Quelle juste place accorder à la Vierge Marie dans notre foi ? Comment vénérer la Mère de Dieu pour que la piété mariale nous conduise au coeur du mystère chrétien ?
« La dévotion à Marie nous détourne-t-elle du Christ ? » Cette question posée au Pape Jean-Paul II par Vittorio Messori, avec qui le pape dialogue dans Entrez dans l’Espérance (Plon-Mame, 1994), est peut être de celles que nous nous posons nous-mêmes, ou que nous entendons souvent à propos de la Vierge Marie, de sa place dans la foi catholique. Le Saint Père n’y répondit pas en un sens affirmatif Cependant il reconnaît que cette objection l’a habité lui-même : « Il m’avait semblé préférable de prendre quelque distance avec la piété mariale de mon enfance, pour mieux centrer ma vie spirituelle sur le Christ » (op.cit., p. 307).

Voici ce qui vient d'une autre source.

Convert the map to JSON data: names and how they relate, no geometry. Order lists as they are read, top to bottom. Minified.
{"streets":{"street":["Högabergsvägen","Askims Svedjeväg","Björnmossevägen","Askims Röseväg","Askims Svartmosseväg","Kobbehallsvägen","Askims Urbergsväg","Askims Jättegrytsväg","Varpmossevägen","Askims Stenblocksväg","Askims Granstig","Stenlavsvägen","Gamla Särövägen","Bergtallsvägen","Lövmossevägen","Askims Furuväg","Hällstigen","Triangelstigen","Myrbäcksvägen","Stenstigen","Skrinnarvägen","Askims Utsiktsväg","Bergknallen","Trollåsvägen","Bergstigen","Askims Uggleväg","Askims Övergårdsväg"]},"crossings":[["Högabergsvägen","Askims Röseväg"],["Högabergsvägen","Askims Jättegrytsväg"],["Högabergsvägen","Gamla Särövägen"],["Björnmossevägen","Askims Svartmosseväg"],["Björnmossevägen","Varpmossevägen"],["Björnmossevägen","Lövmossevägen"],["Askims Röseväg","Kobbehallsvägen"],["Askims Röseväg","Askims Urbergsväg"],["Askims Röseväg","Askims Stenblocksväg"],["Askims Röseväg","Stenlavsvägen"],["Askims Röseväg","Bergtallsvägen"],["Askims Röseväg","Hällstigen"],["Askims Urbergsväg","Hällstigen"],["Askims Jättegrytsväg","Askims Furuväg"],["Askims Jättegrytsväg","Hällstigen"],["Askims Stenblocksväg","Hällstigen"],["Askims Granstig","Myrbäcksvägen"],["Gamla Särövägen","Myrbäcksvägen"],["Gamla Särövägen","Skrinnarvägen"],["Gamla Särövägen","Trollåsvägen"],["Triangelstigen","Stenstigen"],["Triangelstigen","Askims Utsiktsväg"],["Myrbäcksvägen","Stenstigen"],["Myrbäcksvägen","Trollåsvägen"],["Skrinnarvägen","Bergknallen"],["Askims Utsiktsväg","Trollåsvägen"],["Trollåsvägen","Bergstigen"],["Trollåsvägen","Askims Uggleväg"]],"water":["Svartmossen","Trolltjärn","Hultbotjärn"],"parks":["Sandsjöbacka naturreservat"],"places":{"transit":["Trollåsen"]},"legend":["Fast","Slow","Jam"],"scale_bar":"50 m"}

Dès lors qu’on imagine la dévotion à Marie comme concurrente de la rencontre avec le Christ, on ne peut que faire comme le jeune Karol Wojtyla et « prendre quelque distance avec la piété mariale ». Mais ce que la théologie mariale enseigne, c’est que, comme affirme le Pape, « l’authentique dévotion à la Mère de Dieu est véritablement christocentrique » (ibid.).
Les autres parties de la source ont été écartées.